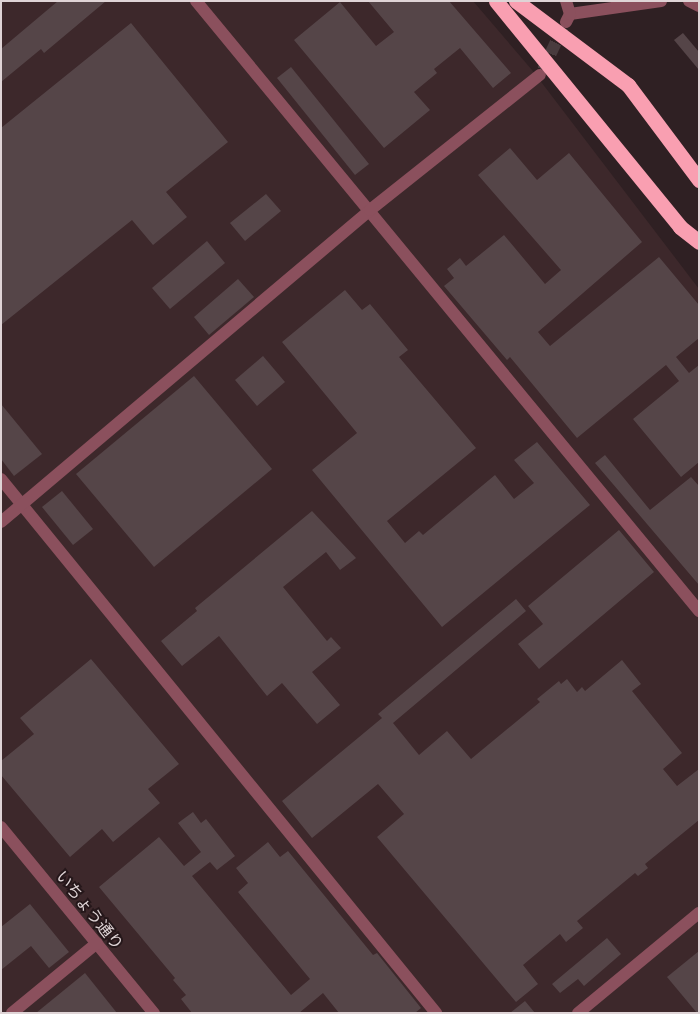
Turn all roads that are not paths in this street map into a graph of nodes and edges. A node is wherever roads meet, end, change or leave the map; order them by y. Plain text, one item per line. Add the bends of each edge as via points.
1 (196, 1) edge
2 (496, 1) edge
3 (516, 1) edge
4 (660, 1) edge
5 (690, 1) edge
6 (699, 6) edge
7 (567, 12) edge
8 (540, 75) tunnel mouth
9 (699, 180) edge
10 (370, 210) junction
11 (699, 242) edge
12 (1, 479) edge
13 (22, 505) junction
14 (1, 522) edge
15 (699, 611) edge
16 (1, 827) edge
17 (699, 913) edge
18 (97, 943) junction
19 (12, 1013) edge
20 (154, 1013) edge
21 (436, 1013) edge
22 (578, 1013) edge

1 - 10 street
2 - 11 highway via 680,227
3 - 9 highway via 628,85
4 - 7 street
5 - 6 street
8 - 10 street
10 - 13 street
10 - 15 street
12 - 13 street
13 - 14 street
13 - 21 street
16 - 18 street, いちょう通り
17 - 22 street
18 - 19 street
18 - 20 street, いちょう通り

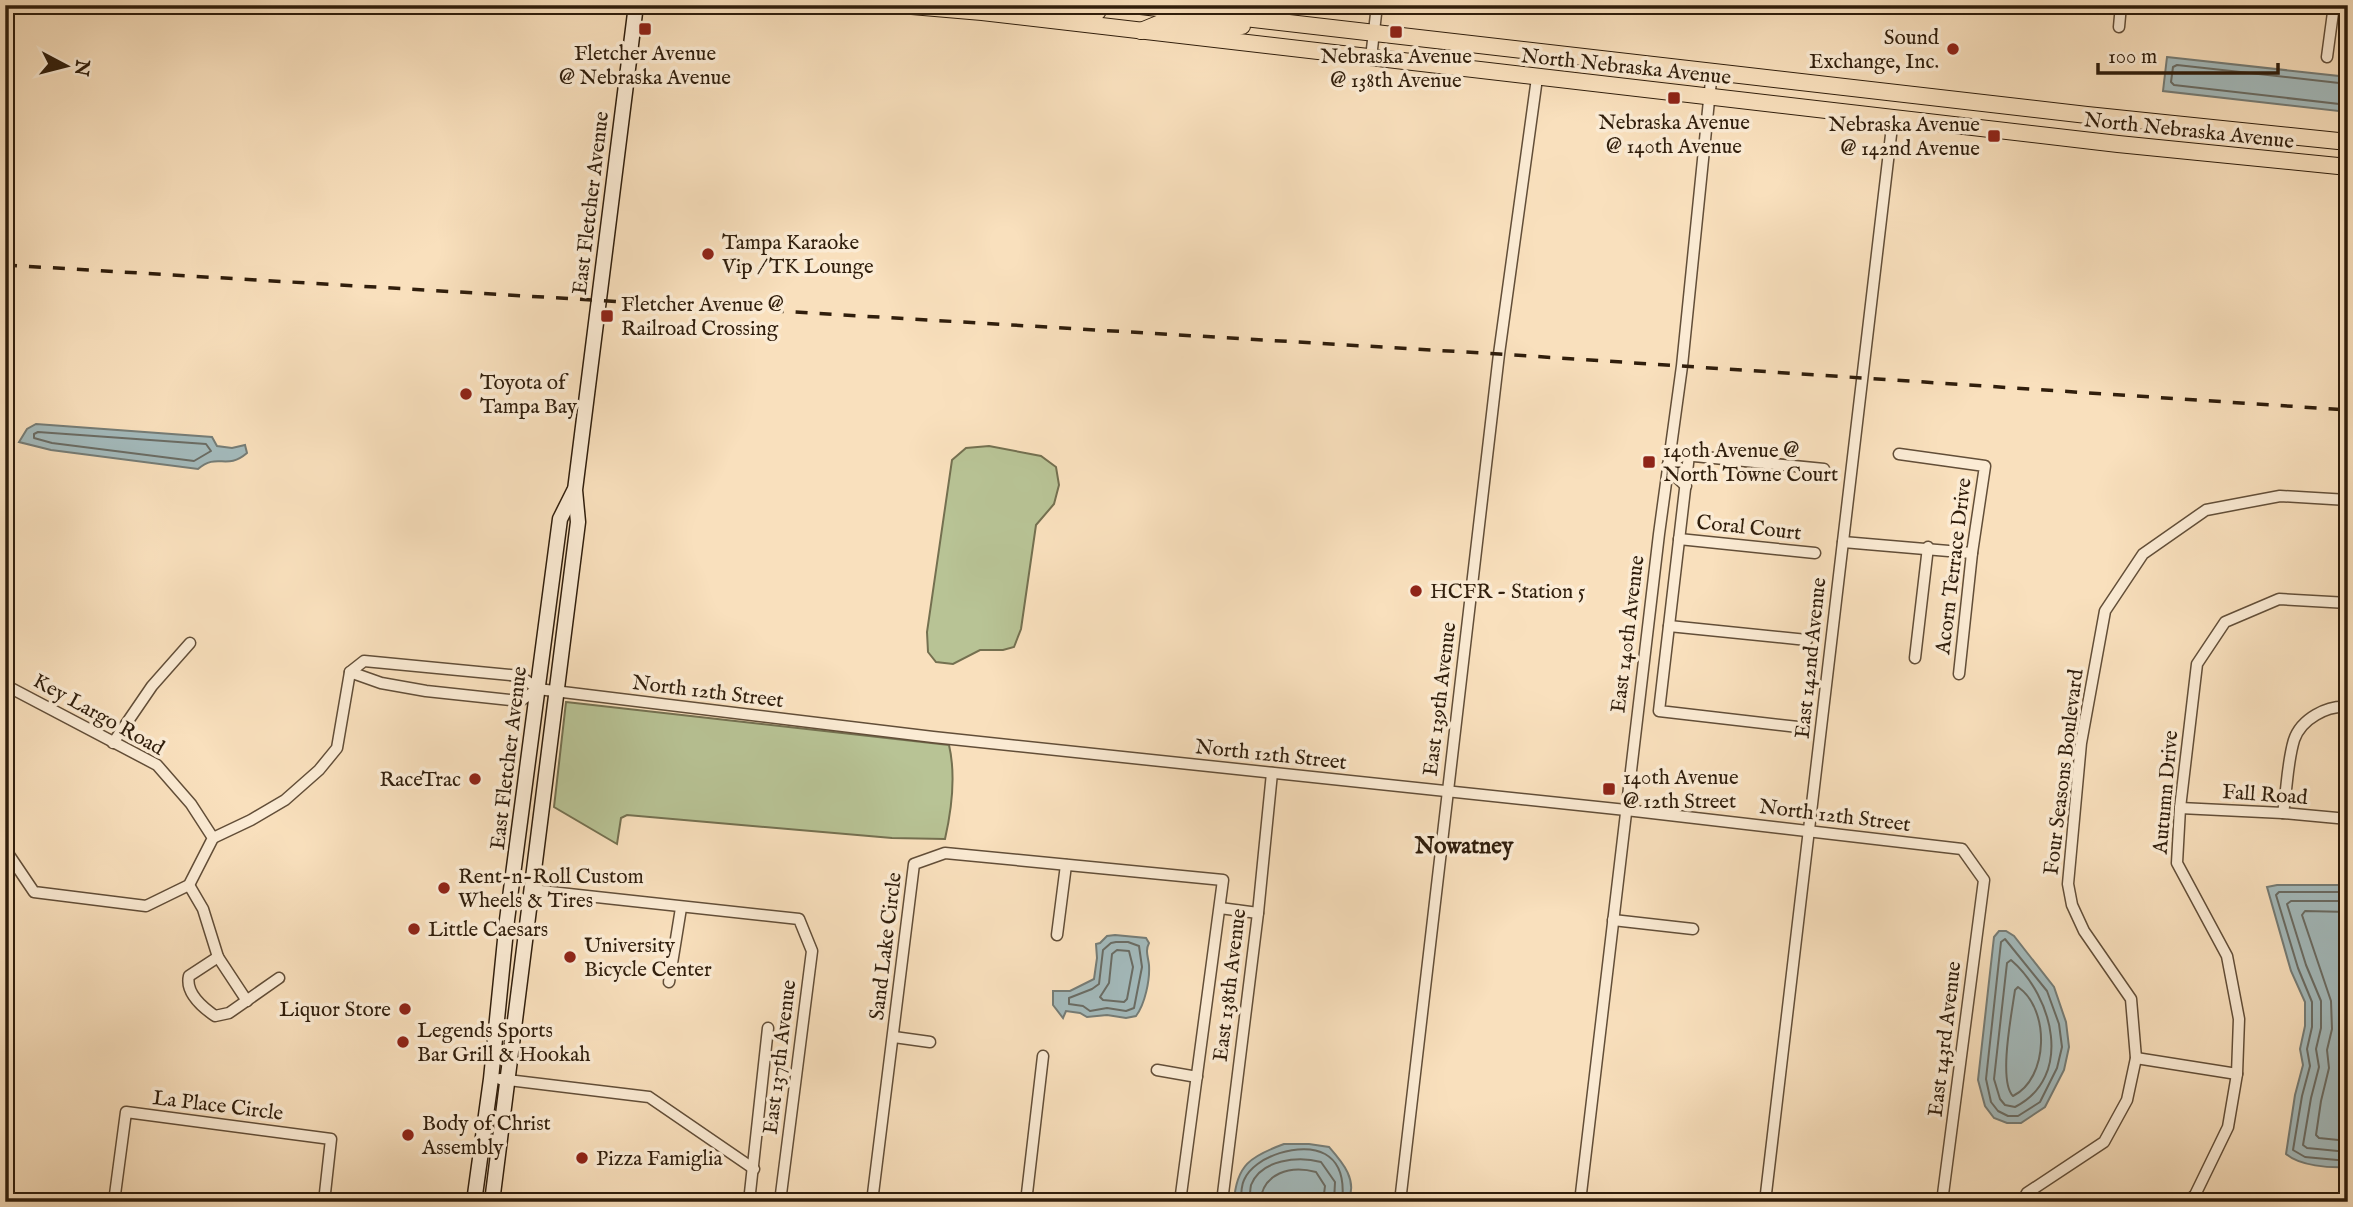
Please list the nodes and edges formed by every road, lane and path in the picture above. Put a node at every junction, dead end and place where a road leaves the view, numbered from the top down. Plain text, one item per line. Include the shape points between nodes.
1 (636, 5) edge
2 (1102, 5) edge
3 (1132, 5) edge
4 (1377, 5) edge
5 (2122, 5) edge
6 (2334, 5) edge
7 (911, 6) edge
8 (982, 12) junction
9 (1290, 24) junction
10 (2119, 27) dead end
11 (1139, 32) junction
12 (1374, 33) junction
13 (2327, 57) dead end
14 (1371, 58) junction
15 (1690, 69) junction
16 (1712, 71) junction
17 (1537, 78) junction
18 (1875, 91) junction
19 (1686, 94) junction
20 (1709, 97) junction
21 (1893, 118) junction
22 (2348, 142) edge
23 (2348, 167) edge
24 (1899, 454) dead end
25 (1689, 455) junction
26 (1668, 464) junction
27 (1824, 470) dead end
28 (1686, 486) junction
29 (575, 490) junction
30 (2348, 500) edge
31 (1679, 539) junction
32 (1843, 542) junction
33 (1928, 547) junction
34 (1815, 553) dead end
35 (1972, 553) junction
36 (2348, 603) edge
37 (1669, 626) junction
38 (1807, 640) dead end
39 (190, 643) dead end
40 (1915, 658) dead end
41 (350, 672) junction
42 (1959, 674) dead end
43 (5, 685) edge
44 (538, 689) junction
45 (557, 692) junction
46 (2348, 707) edge
47 (1798, 727) dead end
48 (113, 743) junction
49 (527, 768) junction
50 (1272, 773) junction
51 (1447, 792) junction
52 (2180, 808) junction
53 (1626, 810) junction
54 (2283, 813) junction
55 (2348, 819) edge
56 (1810, 831) junction
57 (213, 838) junction
58 (5, 849) edge
59 (1066, 866) junction
60 (1984, 880) joint
61 (189, 885) junction
62 (532, 890) junction
63 (681, 908) junction
64 (1220, 908) junction
65 (1258, 913) junction
66 (1613, 920) junction
67 (1693, 929) dead end
68 (1057, 935) dead end
69 (218, 957) junction
70 (279, 978) dead end
71 (669, 982) dead end
72 (247, 1001) junction
73 (768, 1028) dead end
74 (894, 1037) junction
75 (930, 1042) dead end
76 (1043, 1056) dead end
77 (2136, 1058) junction
78 (1157, 1070) dead end
79 (2238, 1074) junction
80 (1197, 1077) junction
81 (491, 1079) junction
82 (509, 1080) junction
83 (754, 1169) junction
84 (2191, 1198) edge
85 (114, 1202) edge
86 (324, 1202) edge
87 (474, 1202) edge
88 (492, 1202) edge
89 (749, 1202) edge
90 (780, 1202) edge
91 (872, 1202) edge
92 (1026, 1202) edge
93 (1180, 1202) edge
94 (1222, 1202) edge
95 (1401, 1202) edge
96 (1580, 1202) edge
97 (1765, 1202) edge
98 (1942, 1202) edge
99 (2022, 1202) edge
100 (2205, 1202) edge

1 - 29 main road, East Fletcher Avenue
2 - 8 main road via 1093,13 1009,7
3 - 9 main road, North Nebraska Avenue
4 - 12 street
5 - 10 street
6 - 13 street
7 - 8 main road, North Nebraska Avenue
8 - 11 main road, North Nebraska Avenue
9 - 11 main road via 1206,27 1163,22
9 - 12 main road, North Nebraska Avenue
11 - 14 main road, North Nebraska Avenue
12 - 14 street
12 - 15 main road, North Nebraska Avenue
14 - 17 main road, North Nebraska Avenue
15 - 16 main road, North Nebraska Avenue
15 - 19 main road
16 - 18 main road, North Nebraska Avenue
16 - 20 street, East 140th Avenue
17 - 19 main road, North Nebraska Avenue
17 - 51 street, East 139th Avenue
18 - 21 main road via 1887,100
18 - 22 main road, North Nebraska Avenue
19 - 20 main road, North Nebraska Avenue
20 - 21 main road, North Nebraska Avenue
20 - 26 street, East 140th Avenue
21 - 23 main road, North Nebraska Avenue
21 - 32 street, East 142nd Avenue
24 - 35 street, Acorn Terrace Drive via 1985,466
25 - 26 street
25 - 27 street
25 - 28 street
26 - 28 street
26 - 53 street, East 140th Avenue
28 - 31 street
29 - 44 main road, East Fletcher Avenue via 559,519
29 - 45 main road, East Fletcher Avenue via 578,522
30 - 77 street, Four Seasons Boulevard via 2280,496 2206,510 2143,554 2105,611 2081,743 2068,884 2084,931 2131,999
31 - 34 street, Coral Court
31 - 37 street
32 - 33 street
32 - 56 street, East 142nd Avenue
33 - 35 street
33 - 40 street
35 - 42 street, Acorn Terrace Drive
36 - 52 street, Autumn Drive via 2279,598 2225,622 2197,664
37 - 38 street
37 - 47 street via 1658,711
39 - 48 street via 152,685
41 - 44 street via 415,689 520,701
41 - 44 street via 364,660 520,676
41 - 57 street via 337,748 319,770 285,800
43 - 48 street, Key Largo Road
44 - 45 street, North 12th Street
44 - 49 main road, East Fletcher Avenue
45 - 50 street, North 12th Street
45 - 62 main road, East Fletcher Avenue
46 - 54 street via 2336,706 2309,719 2295,738
48 - 57 street, Key Largo Road via 157,765
49 - 62 main road via 532,802 526,852
49 - 81 main road, East Fletcher Avenue
50 - 51 street, North 12th Street
50 - 65 street, East 138th Avenue
51 - 53 street, North 12th Street
51 - 95 street, East 139th Avenue
52 - 54 street, Fall Road
52 - 79 street, Autumn Drive via 2177,863 2227,956 2239,1019
53 - 56 street, North 12th Street
53 - 66 street, East 140th Avenue
54 - 55 street, Fall Road
56 - 60 street, North 12th Street via 1962,849
56 - 97 street, East 142nd Avenue
57 - 61 street
58 - 61 street via 34,892 146,906
59 - 64 street, Sand Lake Circle via 1223,880
59 - 68 street
59 - 74 street, Sand Lake Circle via 946,853 914,864
60 - 98 street, East 143rd Avenue
61 - 69 street via 203,909
62 - 63 street
62 - 82 main road, East Fletcher Avenue
63 - 71 street
63 - 90 street, East 137th Avenue via 799,919 812,951
64 - 65 street
64 - 80 street, Sand Lake Circle
65 - 94 street, East 138th Avenue
66 - 67 street
66 - 96 street, East 140th Avenue
69 - 72 street
69 - 72 street via 189,976 187,982 199,1005 215,1017
70 - 72 street
73 - 83 street
74 - 75 street
74 - 91 street, Sand Lake Circle
76 - 92 street
77 - 79 street
77 - 99 street, Four Seasons Boulevard via 2127,1100 2104,1142 2027,1194
78 - 80 street
79 - 84 street, Autumn Drive via 2228,1126
80 - 93 street, Sand Lake Circle
81 - 82 street
81 - 87 main road, East Fletcher Avenue
82 - 83 street via 649,1097
82 - 88 main road, East Fletcher Avenue
83 - 89 street
84 - 100 street
85 - 86 street, La Place Circle via 126,1112 331,1139

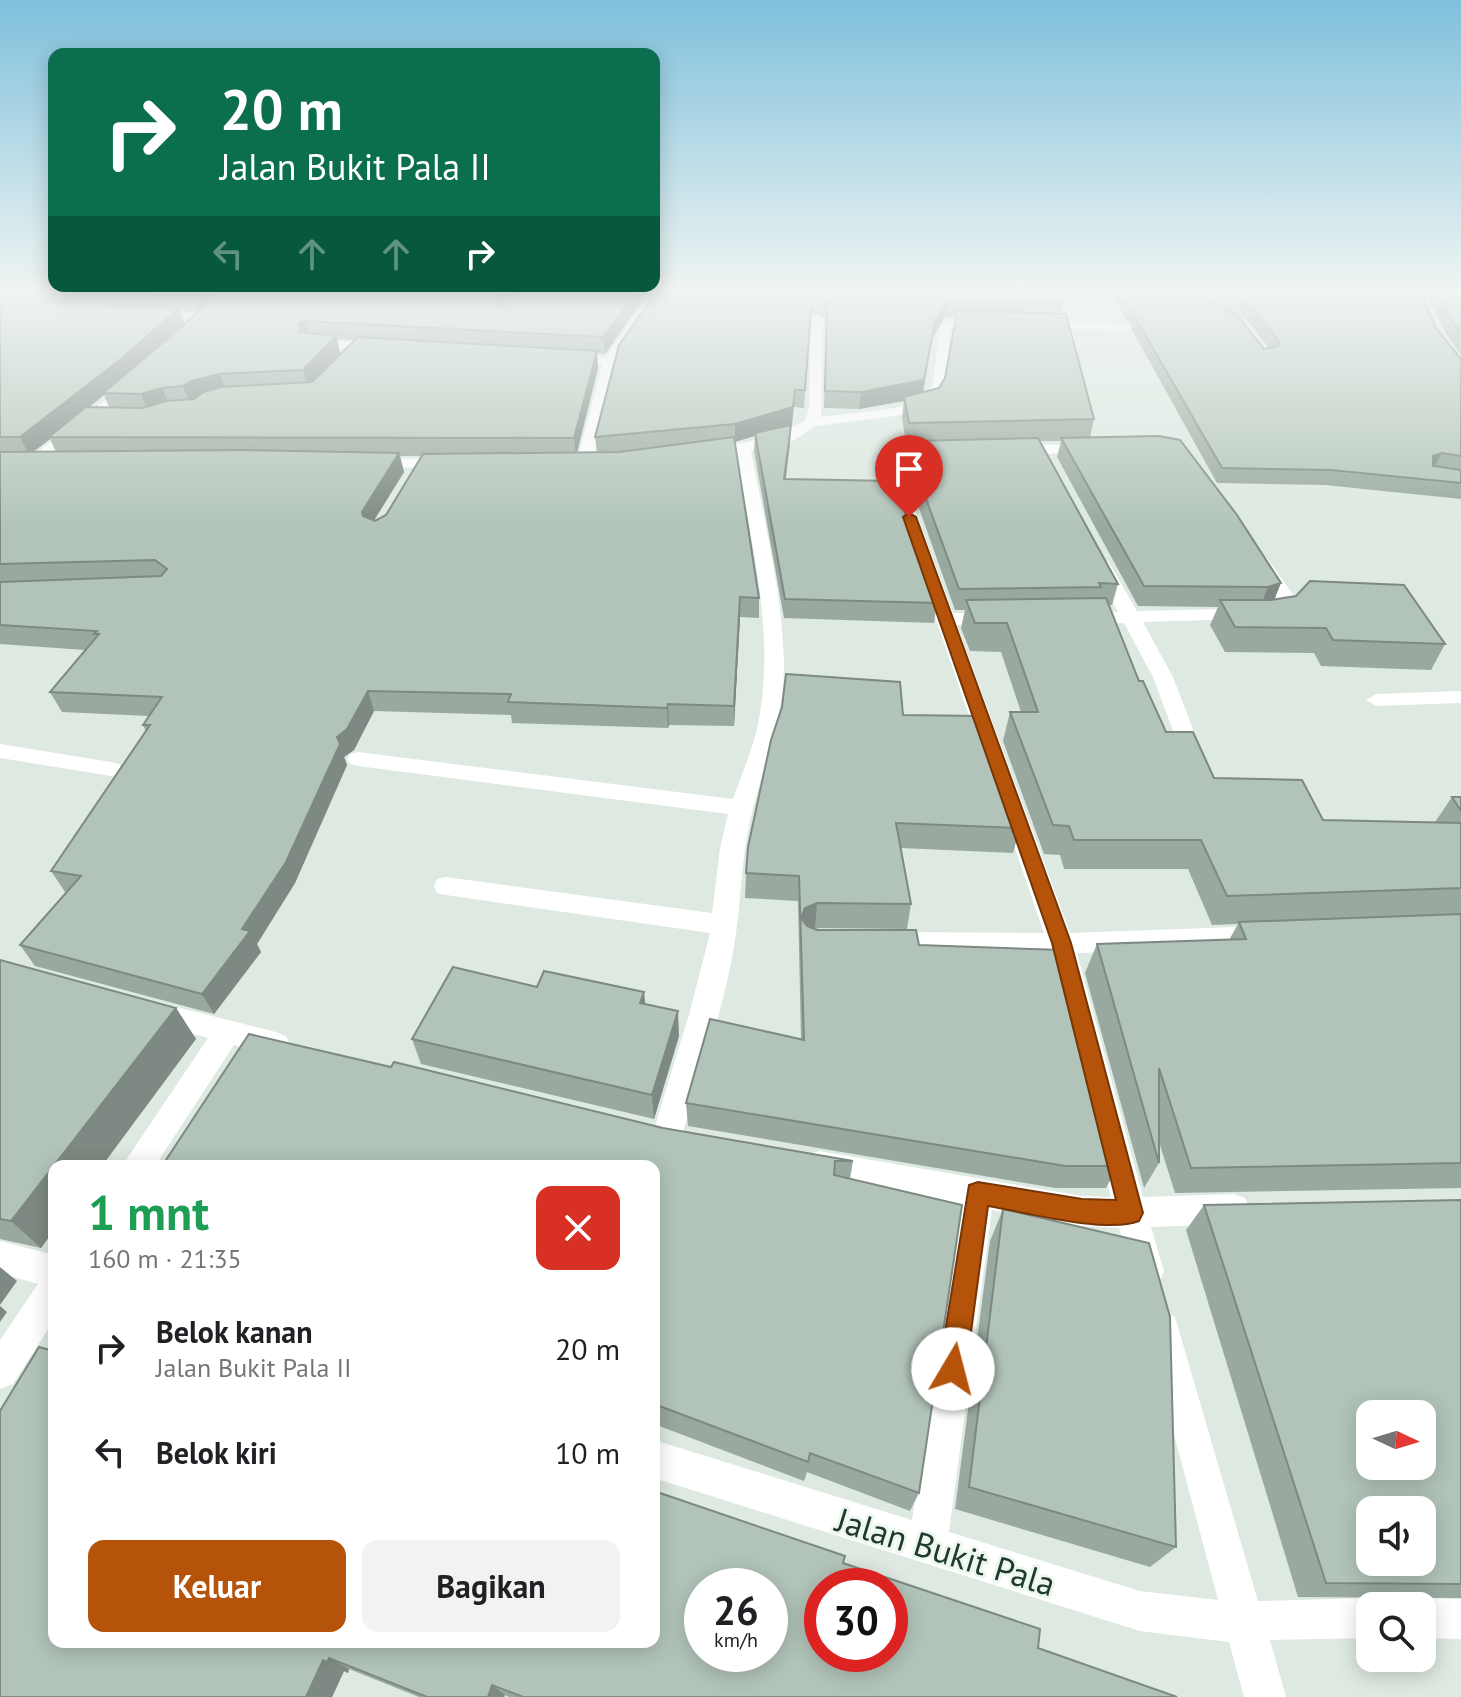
○ ○ ○ ○ ○ ○ ○
WHAT TO DO:
Return each line of the data above that includes the word "Largo".

COMPLETED EXERCISE:
43 - 48 street, Key Largo Road
48 - 57 street, Key Largo Road via 157,765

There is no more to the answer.